Extracted material »
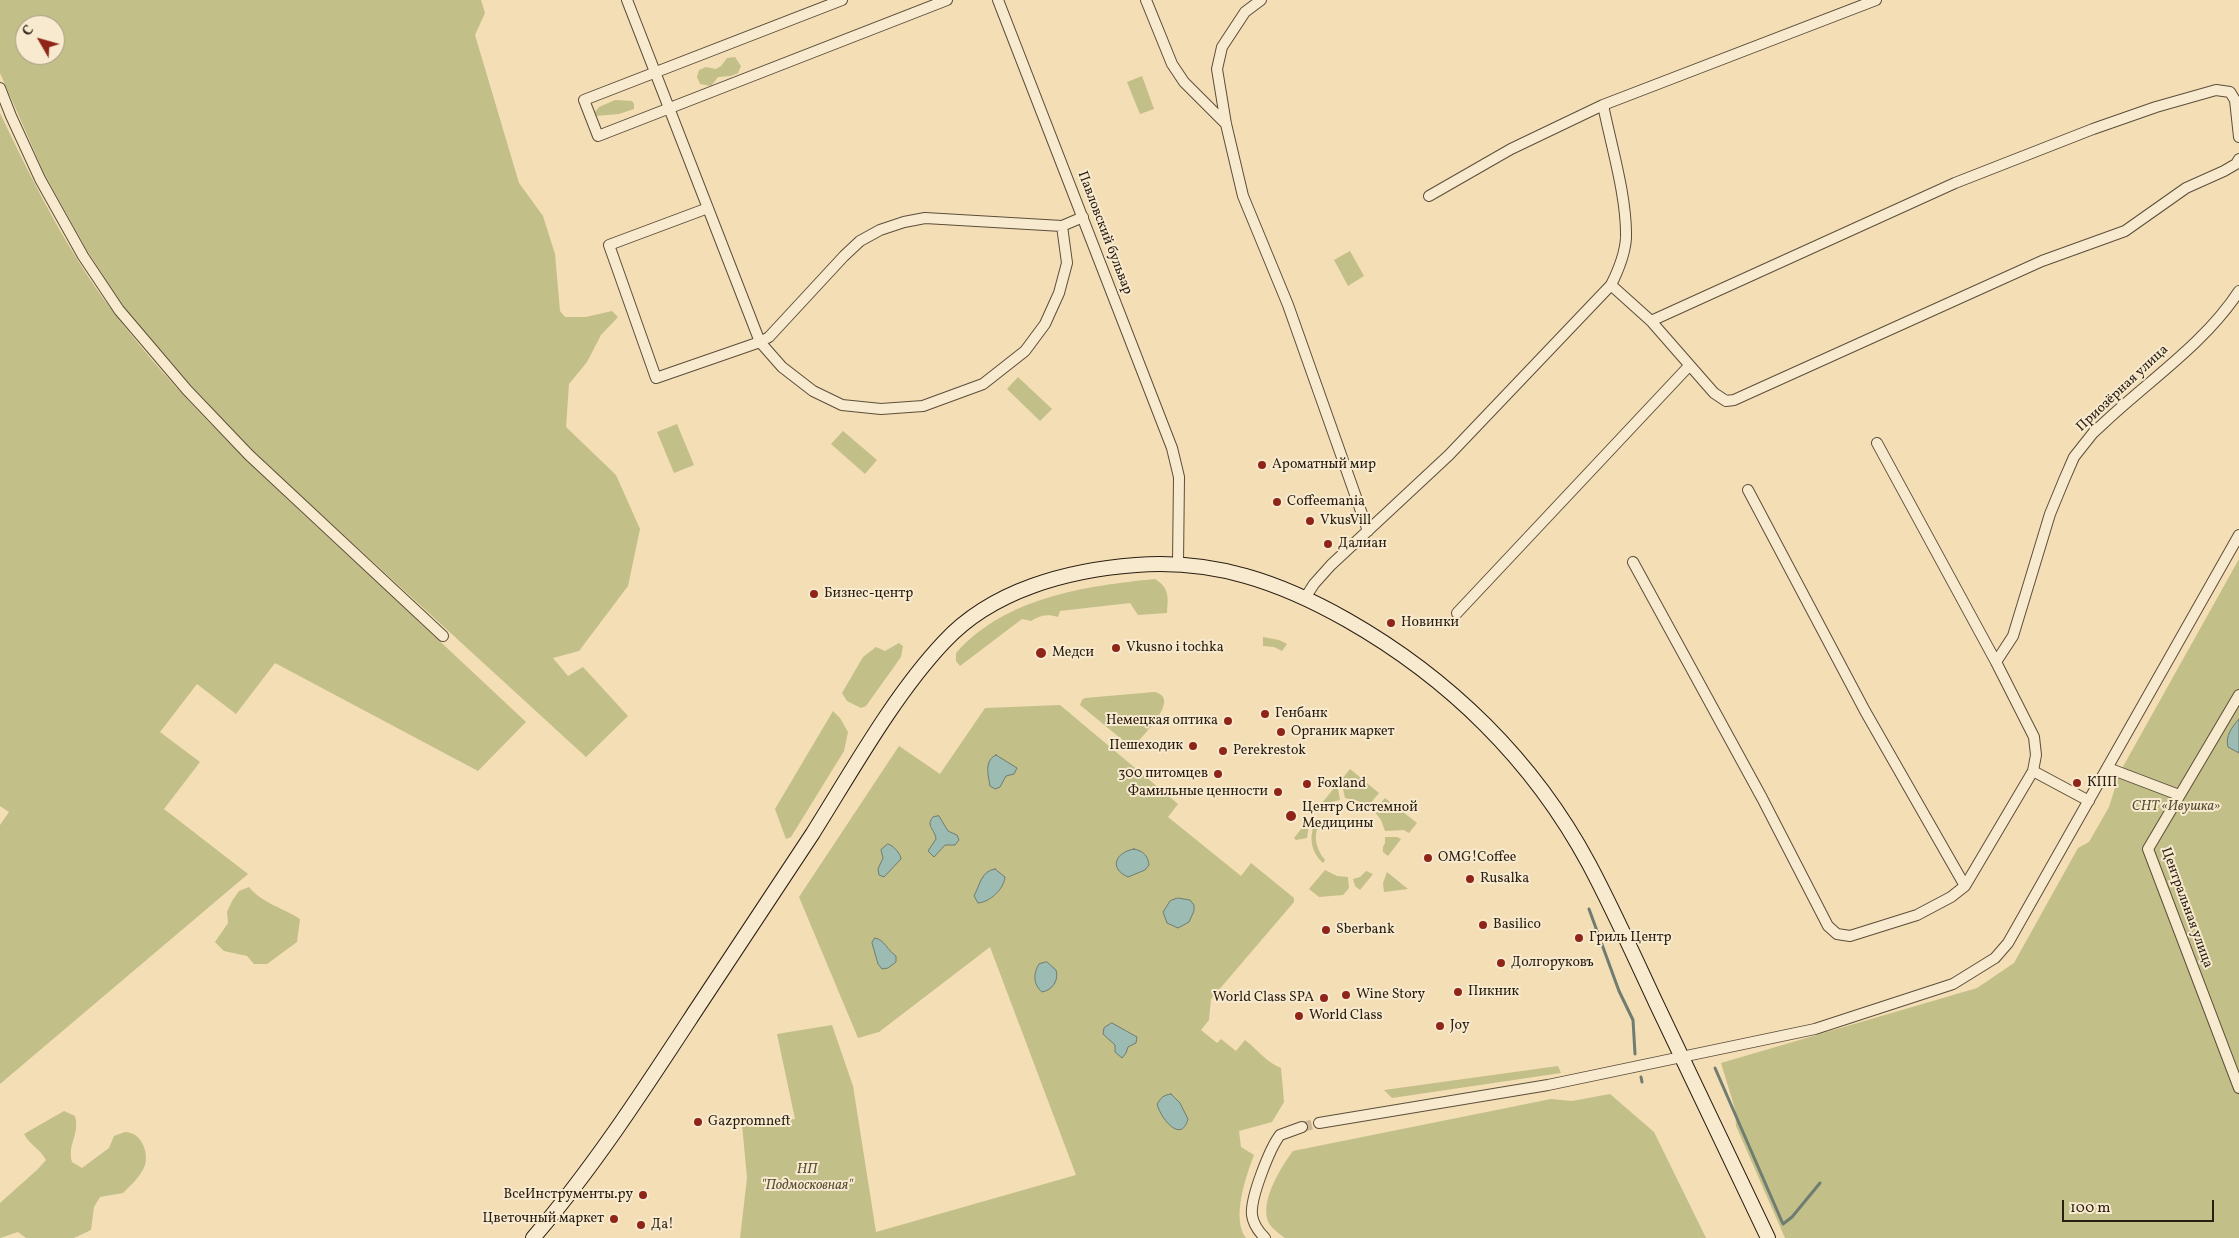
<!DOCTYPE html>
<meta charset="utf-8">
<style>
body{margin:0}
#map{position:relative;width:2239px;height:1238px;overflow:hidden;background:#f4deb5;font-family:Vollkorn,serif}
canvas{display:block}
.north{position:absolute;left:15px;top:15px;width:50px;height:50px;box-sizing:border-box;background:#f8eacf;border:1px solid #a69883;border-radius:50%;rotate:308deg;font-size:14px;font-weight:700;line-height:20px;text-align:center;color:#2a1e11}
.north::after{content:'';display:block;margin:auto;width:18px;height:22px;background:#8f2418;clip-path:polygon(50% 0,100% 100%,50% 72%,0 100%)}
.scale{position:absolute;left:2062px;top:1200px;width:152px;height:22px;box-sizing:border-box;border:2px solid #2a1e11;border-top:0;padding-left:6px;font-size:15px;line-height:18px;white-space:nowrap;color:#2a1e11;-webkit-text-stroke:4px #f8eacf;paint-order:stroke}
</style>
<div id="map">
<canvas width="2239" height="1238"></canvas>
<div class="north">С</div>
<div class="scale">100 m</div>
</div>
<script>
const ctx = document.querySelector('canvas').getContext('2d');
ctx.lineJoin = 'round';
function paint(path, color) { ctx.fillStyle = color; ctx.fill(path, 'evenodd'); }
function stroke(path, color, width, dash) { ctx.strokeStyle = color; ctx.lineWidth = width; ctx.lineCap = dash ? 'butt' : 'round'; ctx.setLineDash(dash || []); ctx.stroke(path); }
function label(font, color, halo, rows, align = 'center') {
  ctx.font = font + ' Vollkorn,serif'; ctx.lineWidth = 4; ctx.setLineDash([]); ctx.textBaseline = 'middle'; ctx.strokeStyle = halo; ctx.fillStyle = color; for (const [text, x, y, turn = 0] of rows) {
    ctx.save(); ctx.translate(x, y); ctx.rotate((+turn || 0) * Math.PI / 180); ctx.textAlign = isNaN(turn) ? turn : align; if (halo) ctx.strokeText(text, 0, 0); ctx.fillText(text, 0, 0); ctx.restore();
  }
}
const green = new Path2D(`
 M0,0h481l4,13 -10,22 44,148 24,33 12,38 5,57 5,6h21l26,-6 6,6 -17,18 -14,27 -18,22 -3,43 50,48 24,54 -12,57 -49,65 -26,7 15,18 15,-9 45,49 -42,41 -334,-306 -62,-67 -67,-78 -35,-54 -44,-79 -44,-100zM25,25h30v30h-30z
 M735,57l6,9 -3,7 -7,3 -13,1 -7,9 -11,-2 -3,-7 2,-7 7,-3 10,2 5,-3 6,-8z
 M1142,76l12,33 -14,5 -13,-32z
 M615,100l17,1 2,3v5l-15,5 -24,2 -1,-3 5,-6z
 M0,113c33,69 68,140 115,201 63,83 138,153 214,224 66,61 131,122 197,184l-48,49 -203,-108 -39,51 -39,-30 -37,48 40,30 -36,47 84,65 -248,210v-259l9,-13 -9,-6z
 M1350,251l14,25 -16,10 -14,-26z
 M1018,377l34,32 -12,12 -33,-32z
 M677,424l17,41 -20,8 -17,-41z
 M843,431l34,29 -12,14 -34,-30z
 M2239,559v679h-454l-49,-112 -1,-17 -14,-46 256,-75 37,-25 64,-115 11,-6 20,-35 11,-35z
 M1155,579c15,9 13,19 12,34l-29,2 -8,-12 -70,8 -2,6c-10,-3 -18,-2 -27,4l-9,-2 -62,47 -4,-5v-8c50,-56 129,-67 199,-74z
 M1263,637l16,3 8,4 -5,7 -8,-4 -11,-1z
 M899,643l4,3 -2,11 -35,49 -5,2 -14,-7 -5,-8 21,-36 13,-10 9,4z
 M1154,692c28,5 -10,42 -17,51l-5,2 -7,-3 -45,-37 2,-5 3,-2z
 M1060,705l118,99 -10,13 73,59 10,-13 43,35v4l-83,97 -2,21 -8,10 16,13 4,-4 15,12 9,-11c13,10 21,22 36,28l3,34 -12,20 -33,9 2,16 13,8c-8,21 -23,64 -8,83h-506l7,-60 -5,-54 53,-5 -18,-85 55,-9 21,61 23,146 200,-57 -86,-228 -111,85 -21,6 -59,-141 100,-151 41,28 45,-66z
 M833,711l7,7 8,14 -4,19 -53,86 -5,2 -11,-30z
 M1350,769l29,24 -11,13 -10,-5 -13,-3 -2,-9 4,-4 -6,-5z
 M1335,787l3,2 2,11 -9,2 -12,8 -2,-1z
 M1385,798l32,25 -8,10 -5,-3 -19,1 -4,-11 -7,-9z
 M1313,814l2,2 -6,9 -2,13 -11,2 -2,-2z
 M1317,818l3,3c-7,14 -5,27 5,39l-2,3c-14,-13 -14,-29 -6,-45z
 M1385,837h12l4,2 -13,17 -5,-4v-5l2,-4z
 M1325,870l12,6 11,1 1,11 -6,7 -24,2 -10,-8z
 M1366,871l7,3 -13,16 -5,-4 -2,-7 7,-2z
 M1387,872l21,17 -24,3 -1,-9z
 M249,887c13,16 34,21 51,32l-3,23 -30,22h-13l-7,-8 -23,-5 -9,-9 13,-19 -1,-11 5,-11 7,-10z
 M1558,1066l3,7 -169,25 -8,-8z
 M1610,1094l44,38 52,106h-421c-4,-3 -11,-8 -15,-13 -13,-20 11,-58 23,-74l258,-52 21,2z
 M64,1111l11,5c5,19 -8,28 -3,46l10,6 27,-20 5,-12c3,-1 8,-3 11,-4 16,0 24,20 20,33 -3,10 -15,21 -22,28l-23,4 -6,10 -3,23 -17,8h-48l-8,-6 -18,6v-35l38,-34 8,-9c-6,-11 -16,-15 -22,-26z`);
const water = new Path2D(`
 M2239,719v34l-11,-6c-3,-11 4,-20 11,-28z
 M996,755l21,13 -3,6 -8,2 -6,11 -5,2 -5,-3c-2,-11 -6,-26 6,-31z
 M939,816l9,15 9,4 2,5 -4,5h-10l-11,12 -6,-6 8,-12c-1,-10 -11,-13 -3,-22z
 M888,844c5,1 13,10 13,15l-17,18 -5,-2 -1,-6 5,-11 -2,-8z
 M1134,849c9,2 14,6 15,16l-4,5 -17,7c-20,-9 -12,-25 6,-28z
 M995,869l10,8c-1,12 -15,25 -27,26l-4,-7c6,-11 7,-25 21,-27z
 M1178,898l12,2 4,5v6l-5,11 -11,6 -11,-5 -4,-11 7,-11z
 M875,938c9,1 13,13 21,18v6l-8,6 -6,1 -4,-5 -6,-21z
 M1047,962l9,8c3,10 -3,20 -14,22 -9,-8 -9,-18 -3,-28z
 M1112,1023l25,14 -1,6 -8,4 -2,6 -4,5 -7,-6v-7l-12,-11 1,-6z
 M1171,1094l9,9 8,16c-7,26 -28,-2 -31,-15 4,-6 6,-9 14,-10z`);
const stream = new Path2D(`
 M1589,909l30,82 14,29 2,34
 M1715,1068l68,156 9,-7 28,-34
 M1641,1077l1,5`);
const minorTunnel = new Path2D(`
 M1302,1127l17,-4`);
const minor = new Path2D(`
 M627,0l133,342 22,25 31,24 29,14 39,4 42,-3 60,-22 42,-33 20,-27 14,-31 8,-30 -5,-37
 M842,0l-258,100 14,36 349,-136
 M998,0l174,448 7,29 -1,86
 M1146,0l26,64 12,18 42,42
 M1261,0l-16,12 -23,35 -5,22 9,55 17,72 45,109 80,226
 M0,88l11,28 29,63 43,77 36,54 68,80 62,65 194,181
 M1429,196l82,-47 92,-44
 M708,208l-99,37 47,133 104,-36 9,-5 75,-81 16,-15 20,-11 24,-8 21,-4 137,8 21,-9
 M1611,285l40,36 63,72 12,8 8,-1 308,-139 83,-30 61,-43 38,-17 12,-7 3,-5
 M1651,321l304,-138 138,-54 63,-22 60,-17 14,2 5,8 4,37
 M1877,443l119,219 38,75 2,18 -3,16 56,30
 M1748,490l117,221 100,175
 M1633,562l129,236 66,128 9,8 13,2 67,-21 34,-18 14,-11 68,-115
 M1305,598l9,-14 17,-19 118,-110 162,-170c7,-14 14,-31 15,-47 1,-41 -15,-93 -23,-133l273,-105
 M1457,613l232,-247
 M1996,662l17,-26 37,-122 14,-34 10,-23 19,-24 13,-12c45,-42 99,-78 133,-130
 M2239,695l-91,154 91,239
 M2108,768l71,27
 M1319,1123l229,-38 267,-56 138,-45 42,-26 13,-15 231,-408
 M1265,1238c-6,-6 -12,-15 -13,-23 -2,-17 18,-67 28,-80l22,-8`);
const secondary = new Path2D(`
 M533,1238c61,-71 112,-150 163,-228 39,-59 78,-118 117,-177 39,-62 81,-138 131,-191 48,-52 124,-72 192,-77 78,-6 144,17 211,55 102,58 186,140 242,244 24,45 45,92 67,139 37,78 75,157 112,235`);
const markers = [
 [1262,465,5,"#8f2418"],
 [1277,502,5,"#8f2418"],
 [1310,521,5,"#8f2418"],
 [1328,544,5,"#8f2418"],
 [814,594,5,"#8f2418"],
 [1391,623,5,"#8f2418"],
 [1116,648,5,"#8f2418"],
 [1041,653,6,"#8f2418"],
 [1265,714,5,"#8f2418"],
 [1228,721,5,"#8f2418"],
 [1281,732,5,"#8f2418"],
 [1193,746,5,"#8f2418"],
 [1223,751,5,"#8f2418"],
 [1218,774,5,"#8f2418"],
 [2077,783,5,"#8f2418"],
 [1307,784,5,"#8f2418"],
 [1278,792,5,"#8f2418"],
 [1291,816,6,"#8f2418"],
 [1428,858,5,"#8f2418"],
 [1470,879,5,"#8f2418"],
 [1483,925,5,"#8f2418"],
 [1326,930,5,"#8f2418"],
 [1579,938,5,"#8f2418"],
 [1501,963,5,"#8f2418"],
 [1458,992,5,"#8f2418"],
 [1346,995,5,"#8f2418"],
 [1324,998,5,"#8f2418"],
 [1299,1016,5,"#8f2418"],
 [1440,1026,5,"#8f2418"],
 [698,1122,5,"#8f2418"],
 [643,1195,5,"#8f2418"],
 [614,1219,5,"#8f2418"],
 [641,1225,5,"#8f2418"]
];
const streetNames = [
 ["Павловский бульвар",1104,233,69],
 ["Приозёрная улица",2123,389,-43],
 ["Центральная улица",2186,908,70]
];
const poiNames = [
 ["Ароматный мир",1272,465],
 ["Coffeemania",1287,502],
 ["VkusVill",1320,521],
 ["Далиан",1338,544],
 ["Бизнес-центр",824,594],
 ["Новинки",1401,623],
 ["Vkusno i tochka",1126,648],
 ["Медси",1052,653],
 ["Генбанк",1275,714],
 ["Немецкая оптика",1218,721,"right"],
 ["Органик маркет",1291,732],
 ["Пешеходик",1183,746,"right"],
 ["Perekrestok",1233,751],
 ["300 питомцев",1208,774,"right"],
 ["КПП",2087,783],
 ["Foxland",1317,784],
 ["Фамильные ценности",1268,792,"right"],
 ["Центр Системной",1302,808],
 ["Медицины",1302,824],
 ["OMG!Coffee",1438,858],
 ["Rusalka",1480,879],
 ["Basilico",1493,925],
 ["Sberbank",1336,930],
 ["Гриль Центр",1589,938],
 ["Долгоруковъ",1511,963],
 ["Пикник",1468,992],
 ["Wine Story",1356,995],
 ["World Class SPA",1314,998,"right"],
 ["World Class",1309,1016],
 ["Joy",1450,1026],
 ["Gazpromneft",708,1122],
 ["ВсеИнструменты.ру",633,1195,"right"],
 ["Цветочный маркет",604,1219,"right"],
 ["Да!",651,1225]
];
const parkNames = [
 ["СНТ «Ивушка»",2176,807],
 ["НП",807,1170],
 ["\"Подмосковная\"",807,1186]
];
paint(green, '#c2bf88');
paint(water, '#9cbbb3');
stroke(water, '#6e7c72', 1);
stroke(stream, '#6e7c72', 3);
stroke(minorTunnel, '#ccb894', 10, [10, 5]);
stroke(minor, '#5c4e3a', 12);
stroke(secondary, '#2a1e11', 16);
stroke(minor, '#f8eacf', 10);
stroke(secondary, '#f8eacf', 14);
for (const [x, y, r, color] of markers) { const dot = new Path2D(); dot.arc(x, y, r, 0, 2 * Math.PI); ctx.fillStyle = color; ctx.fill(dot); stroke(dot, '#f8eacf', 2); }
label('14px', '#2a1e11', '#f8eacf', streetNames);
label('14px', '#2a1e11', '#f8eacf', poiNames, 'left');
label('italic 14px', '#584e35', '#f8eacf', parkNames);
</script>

Task instructions » Once the lines containing "rows" in the data above are counted, give the total by itself.

Exercise answer » 2